The camp was again settling to rest, and fewer swarming figures peopled the darkness. Winding and aspiring through new fuel the camp-fire once more began to lift its impalpable pavilion, and groups sat around it beneath that canopy of tremulous light, with rapid talk and gesture repeating to each other their impressions of the Senecas' attack.
”Mademoiselle,” said Tonty, lifting his left hand to his bare head, for he had rushed hatless into action, ”good-night. The guards are doubled. You are more secure than when you lay down before.”
”Good-night, monsieur,” replied Barbe, and he opened her tent for her, when she turned back.
”Monsieur de Tonty,” she whispered swiftly, ”I have had no chance during this long journey,--for with you alone would I speak of it,--to demand if you believe that saying against yourself which they are wickedly charging to my uncle La Salle?”
”Mademoiselle, how could I believe that Monsieur de la Salle said in France he wished to be rid of me? One laughs at a rumor like that.”

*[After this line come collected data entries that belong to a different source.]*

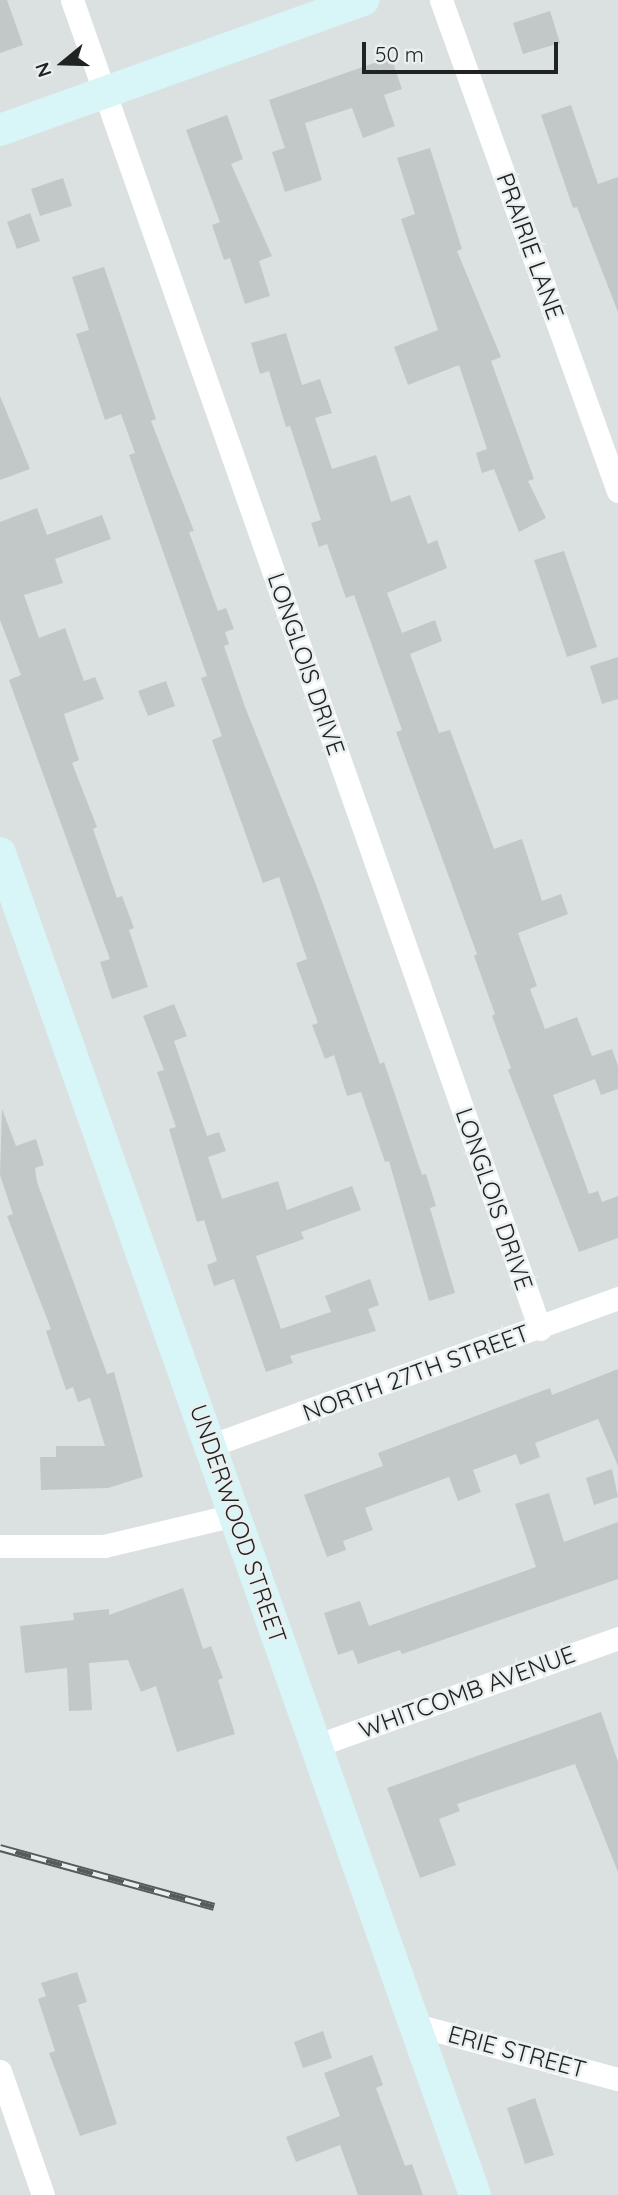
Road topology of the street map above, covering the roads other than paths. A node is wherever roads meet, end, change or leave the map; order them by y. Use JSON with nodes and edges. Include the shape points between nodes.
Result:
{"nodes":[{"id":1,"x":72,"y":0,"type":"edge"},
{"id":2,"x":363,"y":0,"type":"edge"},
{"id":3,"x":441,"y":0,"type":"edge"},
{"id":4,"x":106,"y":94,"type":"junction"},
{"id":5,"x":0,"y":130,"type":"edge"},
{"id":6,"x":618,"y":491,"type":"edge"},
{"id":7,"x":0,"y":853,"type":"edge"},
{"id":8,"x":618,"y":1298,"type":"edge"},
{"id":9,"x":540,"y":1329,"type":"junction"},
{"id":10,"x":212,"y":1445,"type":"junction"},
{"id":11,"x":234,"y":1515,"type":"junction"},
{"id":12,"x":0,"y":1546,"type":"edge"},
{"id":13,"x":618,"y":1638,"type":"edge"},
{"id":14,"x":315,"y":1746,"type":"junction"},
{"id":15,"x":416,"y":2025,"type":"junction"},
{"id":16,"x":0,"y":2071,"type":"edge"},
{"id":17,"x":618,"y":2079,"type":"edge"},
{"id":18,"x":43,"y":2195,"type":"edge"},
{"id":19,"x":475,"y":2195,"type":"edge"}],
"edges":[{"from":1,"to":4,"type":"street","name":"LONGLOIS DRIVE"},
{"from":2,"to":4,"type":"street"},
{"from":3,"to":6,"type":"street","name":"PRAIRIE LANE"},
{"from":4,"to":5,"type":"street"},
{"from":4,"to":9,"type":"street","name":"LONGLOIS DRIVE"},
{"from":7,"to":10,"type":"street","name":"UNDERWOOD STREET"},
{"from":8,"to":9,"type":"street","name":"NORTH 27TH STREET"},
{"from":9,"to":10,"type":"street","name":"NORTH 27TH STREET"},
{"from":10,"to":11,"type":"street","name":"UNDERWOOD STREET"},
{"from":11,"to":12,"type":"street","via":[[104,1546]]},
{"from":11,"to":14,"type":"street","name":"UNDERWOOD STREET"},
{"from":13,"to":14,"type":"street","name":"WHITCOMB AVENUE"},
{"from":14,"to":15,"type":"street","name":"UNDERWOOD STREET"},
{"from":15,"to":17,"type":"street","name":"ERIE STREET"},
{"from":15,"to":19,"type":"street","name":"UNDERWOOD STREET"},
{"from":16,"to":18,"type":"street"}]}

”The tales lately told about his madness are more than I can bear.”
”Mademoiselle, Monsieur de la Salle's enemies always called his great enterprises madness.”
”Can you imagine where he now is, Monsieur de Tonty?”
”Oh, heavens!” Tonty groaned. ”Often have I said to myself,--Has Monsieur de la Salle been two years in America, and I have not joined him, or even spoken with him? It is not my fault! As soon as I believed he had reached the Gulf of Mexico I descended the Mississippi. I searched all those countries, every cape and every sh.o.r.e. I demanded of all the natives where he was, and not one could tell me a word. Judge of my pain and my dolor.”[21]
They stood in such silence as could result from two people's ceasing to murmur in the midst of high-pitched voices.
”Monsieur de Tonty,” resumed Barbe, ”do you remember Jeanne le Ber?”
”Mademoiselle, I never saw her.”
”She refused my uncle La Salle at Fort Frontenac, and I detested her for it. In the new church at Montreal she has had a cell made behind the altar. There she prays day and night. She wears only a blanket, but the nun who feeds her says her face is like an angel's. Monsieur, Jeanne le Ber fell with her head b.u.mping the floor,--and I understood her. She had a spirit fit to match with my uncle La Salle's. She thought she was right. I forgave her then, for I know, monsieur, she loved my uncle La Salle.”
When Barbe had spoken such daring words she stepped inside her tent and dropped its curtain.
FOOTNOTES:
[19] ”On his return he brought back with him the families of a number of French immigrants, soldiers, and traders. This arrival of the wives, sisters, children, and sweethearts of some of the colonists, after years of separation, was the occasion of great rejoicing.”--John Moses' History of Illinois.
[20] ”He was loved and feared by all,” says St. Cosme.